WHAT IS BEING ASKED —
Filter the records below down to lines containing "Palmiro".

___ RECORDS TO PROCESS ___

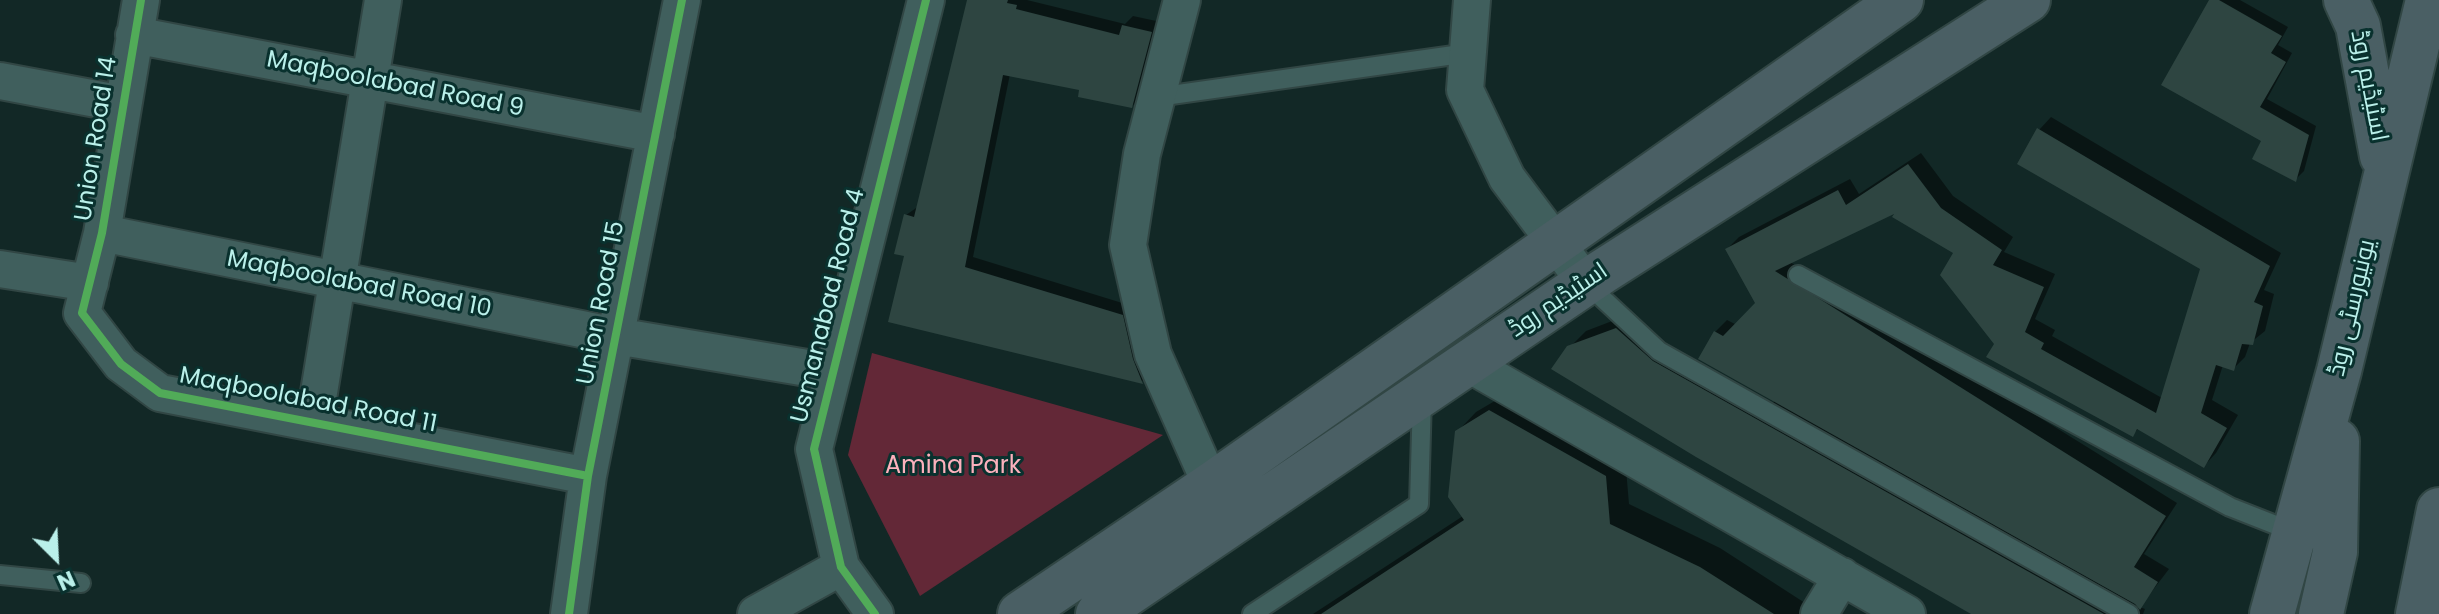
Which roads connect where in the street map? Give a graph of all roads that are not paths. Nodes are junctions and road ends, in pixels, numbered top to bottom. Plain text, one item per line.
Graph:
1 (141, 0) edge
2 (383, 0) edge
3 (682, 0) edge
4 (926, 0) edge
5 (1182, 0) edge
6 (1472, 0) edge
7 (1901, 0) edge
8 (2028, 0) edge
9 (2346, 0) edge
10 (2428, 0) edge
11 (134, 35) junction
12 (1468, 53) junction
13 (371, 80) junction
14 (0, 81) edge
15 (1157, 97) junction
16 (123, 104) junction
17 (656, 134) junction
18 (2385, 174) junction
19 (102, 233) junction
20 (1554, 245) junction
21 (0, 269) edge
22 (1798, 275) dead end
23 (335, 280) junction
24 (90, 283) junction
25 (1586, 283) junction
26 (616, 336) junction
27 (1467, 363) junction
28 (2339, 371) junction
29 (831, 372) junction
30 (1422, 394) junction
31 (314, 423) junction
32 (588, 476) junction
33 (1211, 485) junction
34 (2439, 510) edge
35 (2296, 533) junction
36 (841, 567) junction
37 (0, 575) edge
38 (1842, 576) junction
39 (81, 583) dead end
40 (2417, 602) edge
41 (569, 614) edge
42 (756, 614) edge
43 (875, 614) edge
44 (1020, 614) edge
45 (1098, 614) edge
46 (1252, 614) edge
47 (1819, 614) edge
48 (1907, 614) edge
49 (2129, 614) edge
50 (2272, 614) edge
51 (2321, 614) edge

1 - 11 street, Union Road 14
2 - 13 street
3 - 17 street, Union Road 15
4 - 29 street, Usmanabad Road 4
5 - 15 street
6 - 12 street
7 - 20 main road, اسٹیڈیم روڈ
8 - 25 main road, اسٹیڈیم روڈ
9 - 18 main road, اسٹیڈیم روڈ
10 - 18 main road, یونیورسٹی روڈ
11 - 13 street, Maqboolabad Road 9
11 - 16 street, Union Road 14
12 - 15 lane
12 - 20 street
13 - 17 street, Maqboolabad Road 9
13 - 23 street
14 - 16 street
15 - 33 street
16 - 19 street, Union Road 14
17 - 26 street, Union Road 15
18 - 28 main road, یونیورسٹی روڈ
19 - 23 street, Maqboolabad Road 10
19 - 24 street, Union Road 14
20 - 25 street
20 - 33 main road, اسٹیڈیم روڈ
21 - 24 street
22 - 35 lane
23 - 26 street, Maqboolabad Road 10
23 - 31 street
24 - 31 street, Maqboolabad Road 11
25 - 27 main road, اسٹیڈیم روڈ
25 - 49 lane
26 - 29 street, Maqboolabad Road 10
26 - 32 street, Union Road 15
27 - 30 main road, اسٹیڈیم روڈ
27 - 38 street
28 - 35 main road, یونیورسٹی روڈ
28 - 51 main road
29 - 36 street, Usmanabad Road 4
30 - 45 main road, اسٹیڈیم روڈ
30 - 46 lane
31 - 32 street, Maqboolabad Road 11
32 - 41 street, Union Road 15
33 - 44 main road, اسٹیڈیم روڈ
34 - 40 main road
35 - 50 main road, یونیورسٹی روڈ
36 - 42 street
36 - 43 street, Usmanabad Road 4
37 - 39 lane
38 - 47 street
38 - 48 street

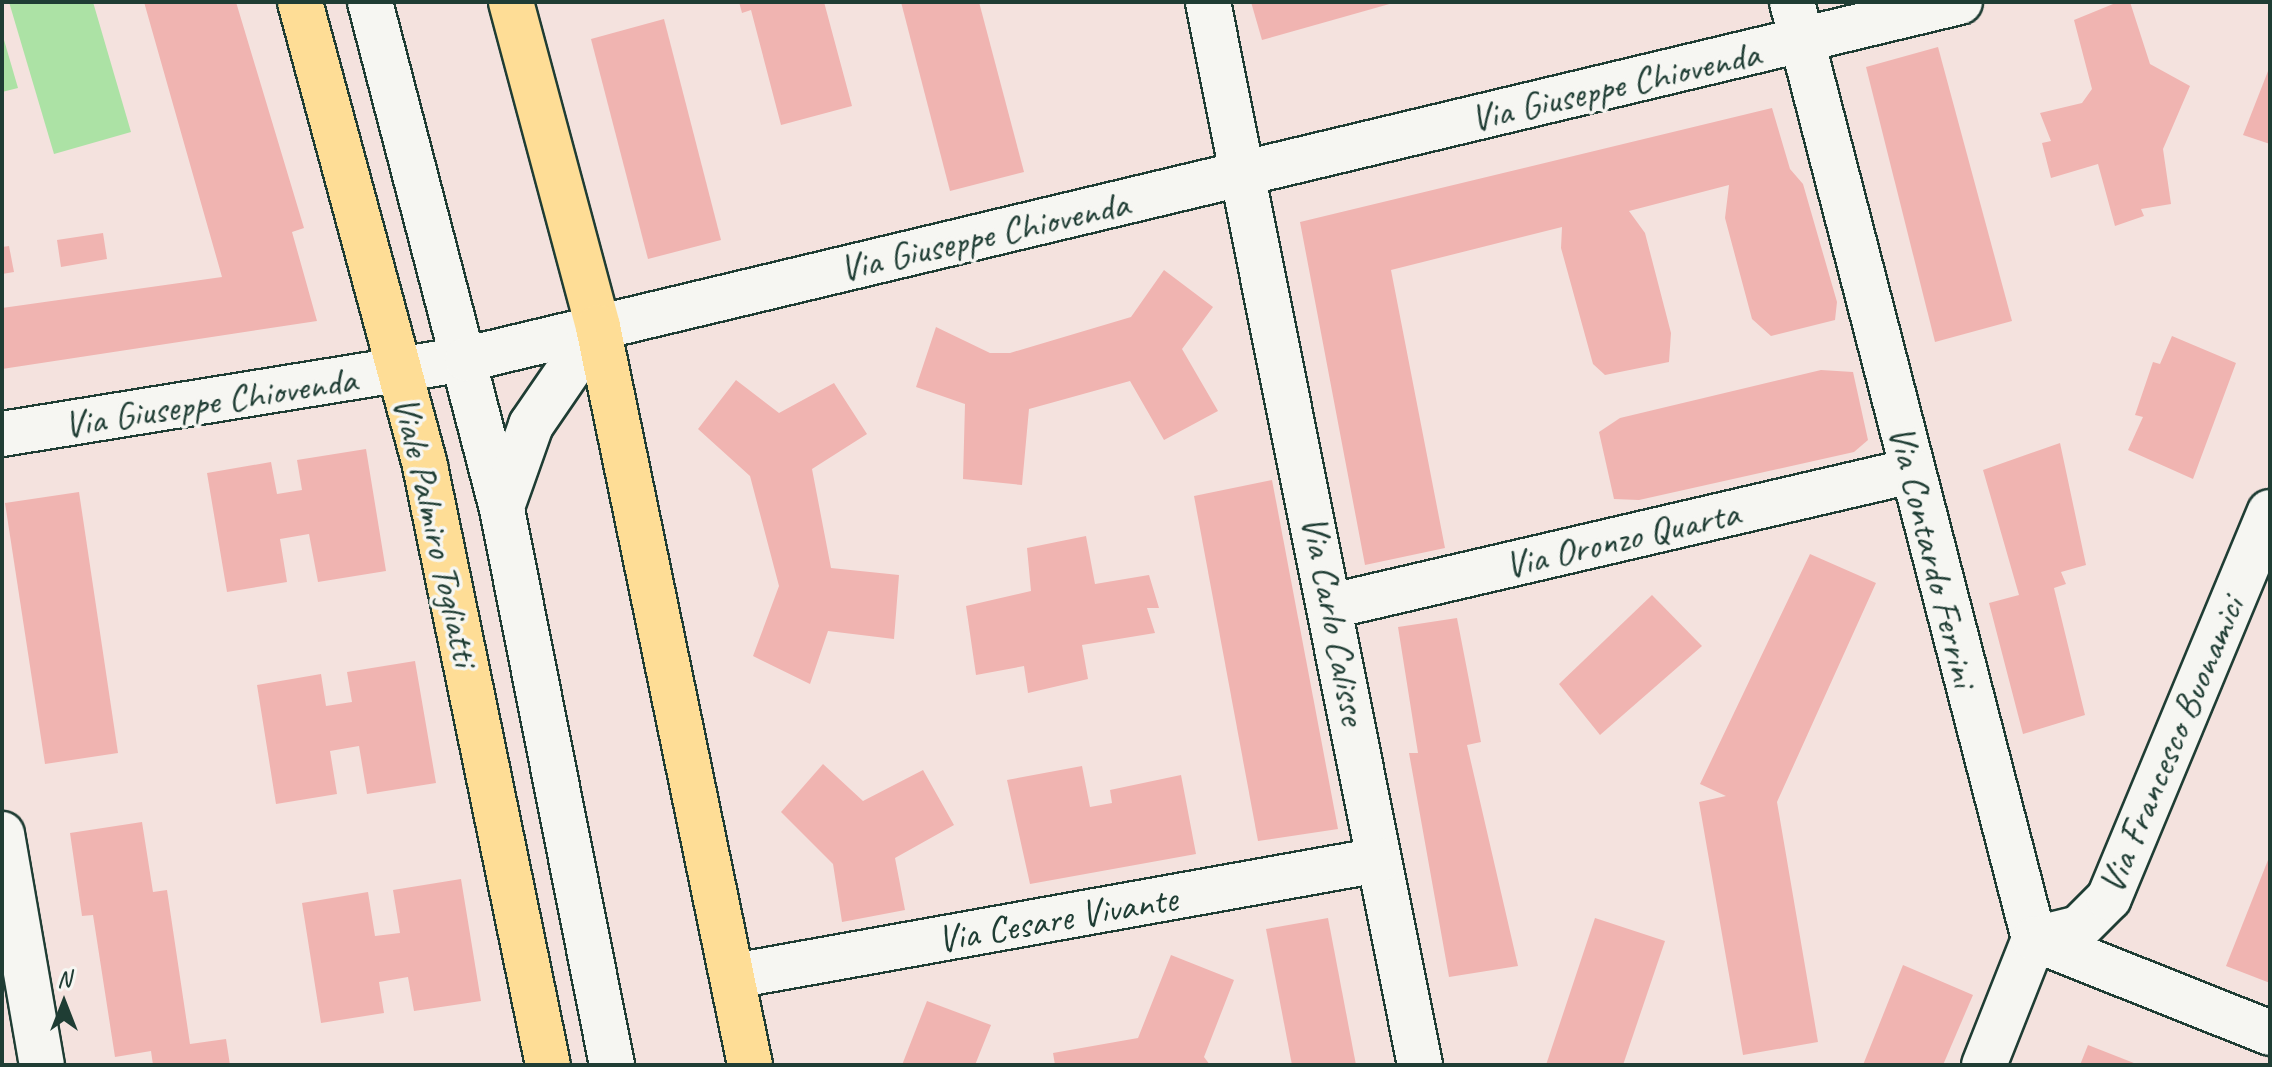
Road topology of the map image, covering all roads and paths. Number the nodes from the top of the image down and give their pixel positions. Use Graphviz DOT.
graph roads {
  1 [pos="300,2"];
  2 [pos="370,2"];
  3 [pos="511,2"];
  4 [pos="1208,2"];
  5 [pos="1960,2"];
  6 [pos="1795,22"];
  7 [pos="1244,175"];
  8 [pos="598,327"];
  9 [pos="467,359"];
  10 [pos="400,372"];
  11 [pos="2,434"];
  12 [pos="1911,471"];
  13 [pos="502,509"];
  14 [pos="2270,512"];
  15 [pos="1332,606"];
  16 [pos="2,834"];
  17 [pos="1379,860"];
  18 [pos="2034,939"];
  19 [pos="734,976"];
  20 [pos="2270,1033"];
  21 [pos="42,1065"];
  22 [pos="548,1065"];
  23 [pos="612,1065"];
  24 [pos="750,1065"];
  25 [pos="1420,1065"];
  26 [pos="1984,1065"];
  1 -- 10 [label="main road, Viale Palmiro Togliatti"];
  2 -- 9 [label="street, Viale Palmiro Togliatti"];
  3 -- 8 [label="main road"];
  4 -- 7 [label="street, Via Carlo Calisse"];
  5 -- 6 [label="street, Via Giuseppe Chiovenda"];
  6 -- 7 [label="street, Via Giuseppe Chiovenda"];
  6 -- 12 [label="street, Via Contardo Ferrini"];
  7 -- 8 [label="street, Via Giuseppe Chiovenda"];
  7 -- 15 [label="street, Via Carlo Calisse"];
  8 -- 9 [label="street, Via Giuseppe Chiovenda"];
  8 -- 13 [label="street"];
  8 -- 19 [label="main road"];
  9 -- 10 [label="street, Via Giuseppe Chiovenda"];
  9 -- 13 [label="street, Viale Palmiro Togliatti"];
  10 -- 11 [label="street, Via Giuseppe Chiovenda"];
  10 -- 22 [label="main road, Viale Palmiro Togliatti"];
  12 -- 15 [label="street, Via Oronzo Quarta"];
  12 -- 18 [label="street, Via Contardo Ferrini"];
  13 -- 23 [label="street, Viale Palmiro Togliatti"];
  14 -- 18 [label="street, Via Francesco Buonamici"];
  15 -- 17 [label="street, Via Carlo Calisse"];
  16 -- 21 [label="street"];
  17 -- 19 [label="street, Via Cesare Vivante"];
  17 -- 25 [label="street, Via Carlo Calisse"];
  18 -- 20 [label="street"];
  18 -- 26 [label="street"];
  19 -- 24 [label="main road"];
}
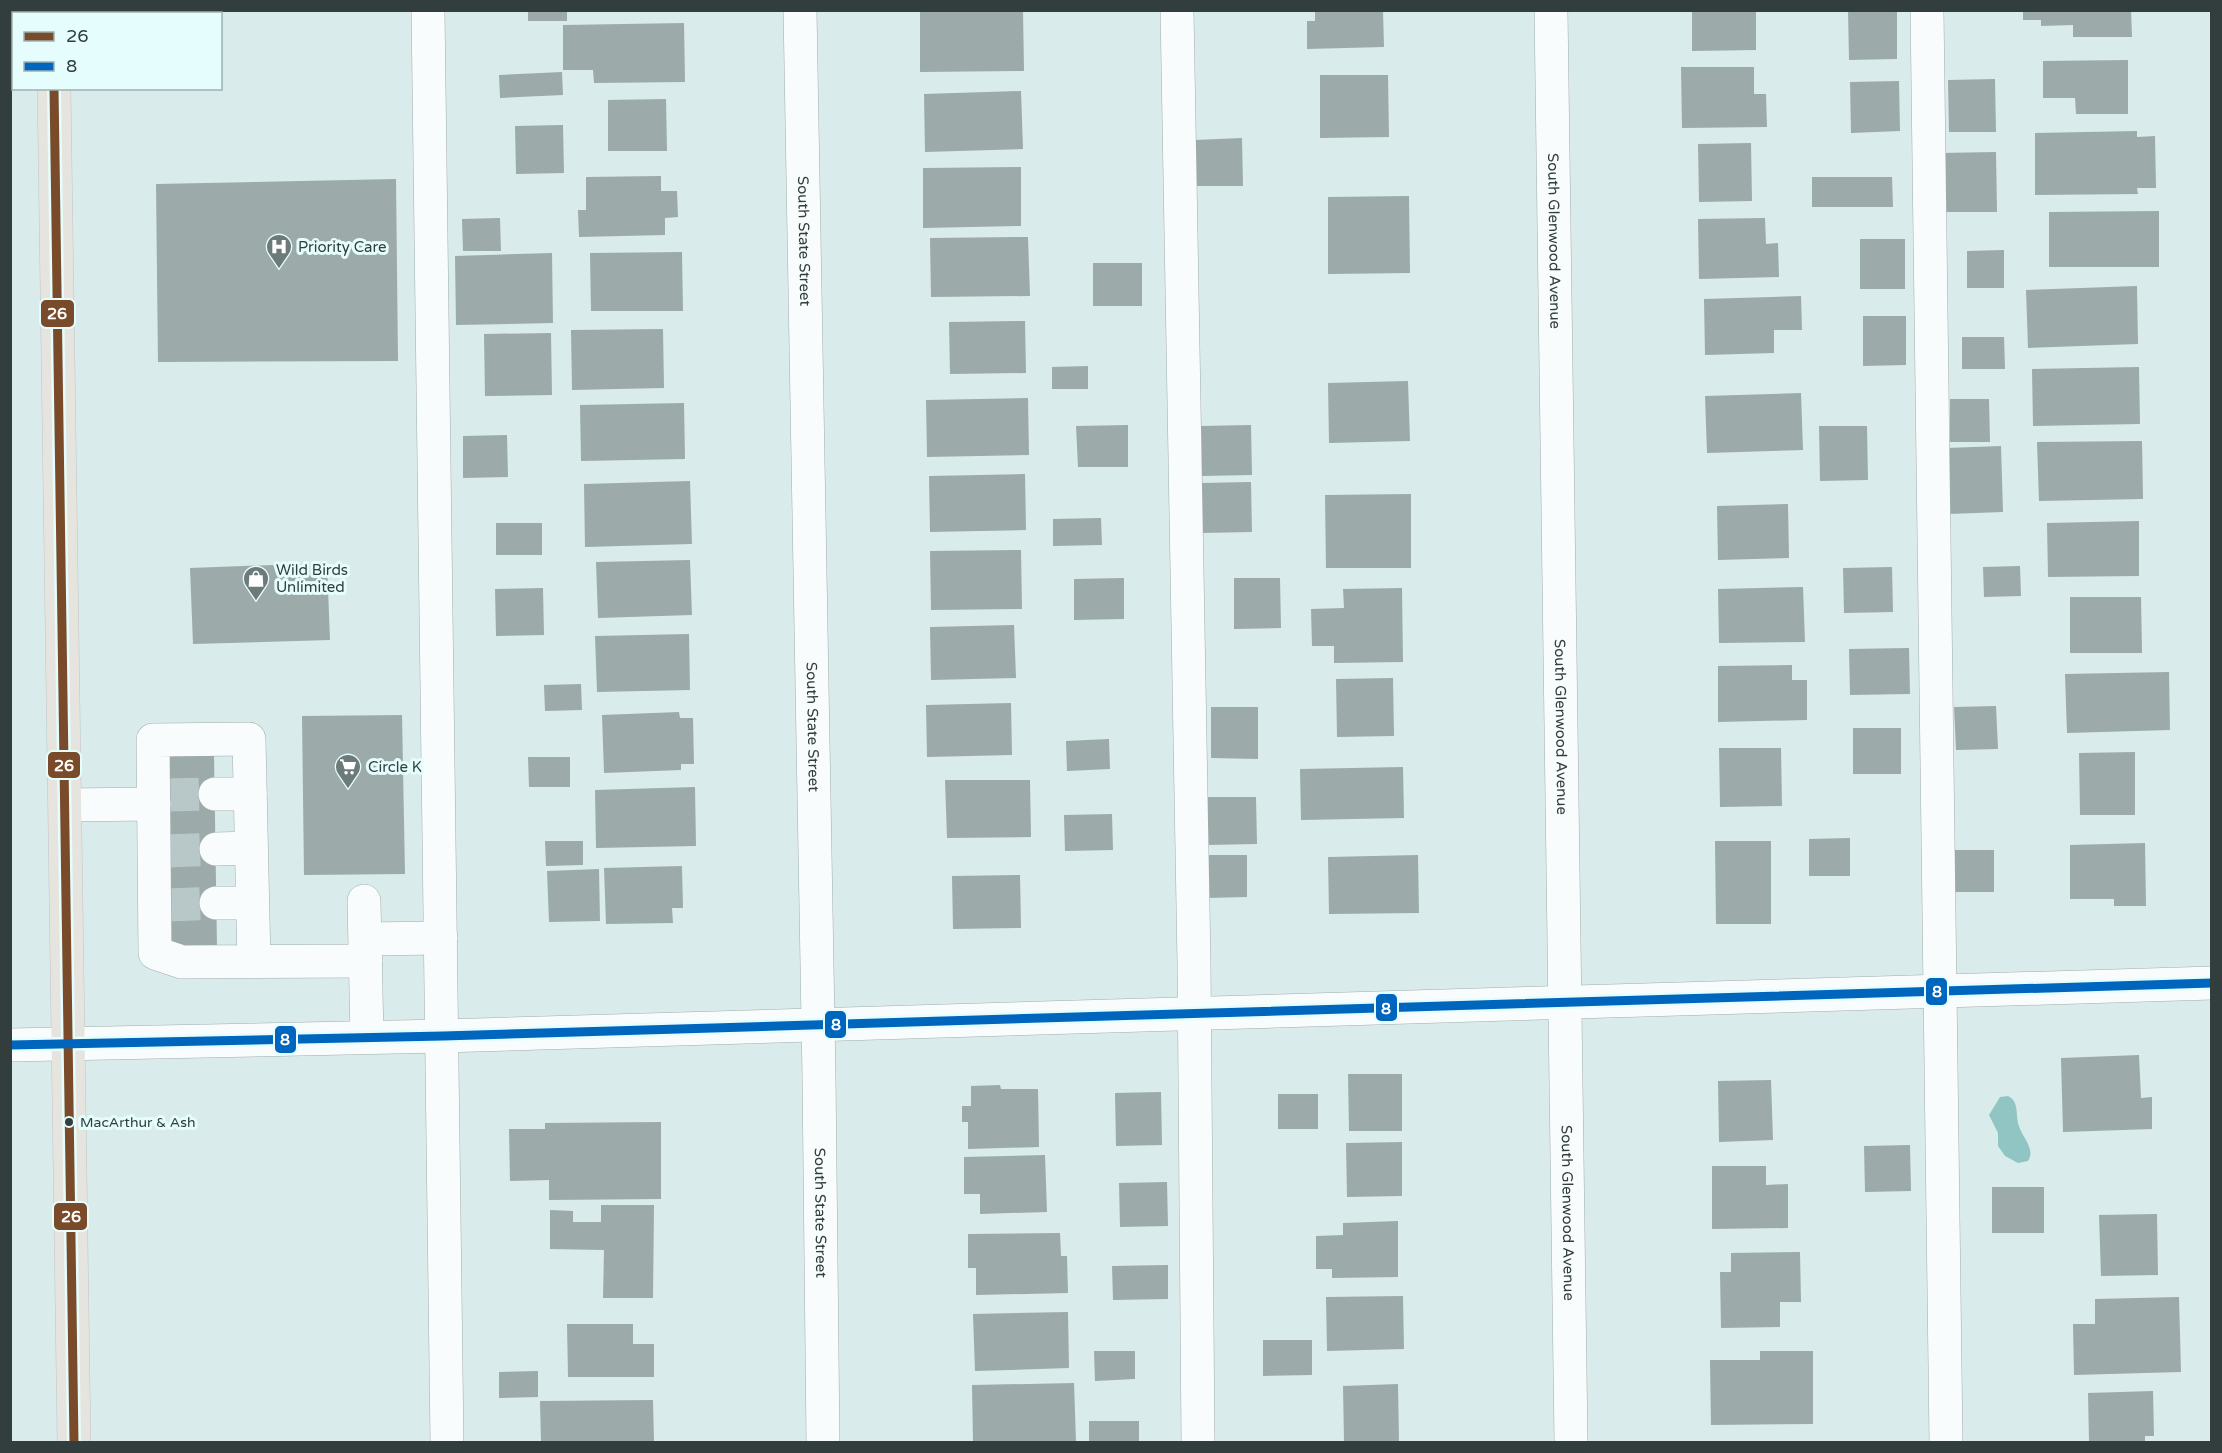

___

PROBLEM SOLUTION —
  1 -- 10 [label="main road, Viale Palmiro Togliatti"];
  2 -- 9 [label="street, Viale Palmiro Togliatti"];
  9 -- 13 [label="street, Viale Palmiro Togliatti"];
  10 -- 22 [label="main road, Viale Palmiro Togliatti"];
  13 -- 23 [label="street, Viale Palmiro Togliatti"];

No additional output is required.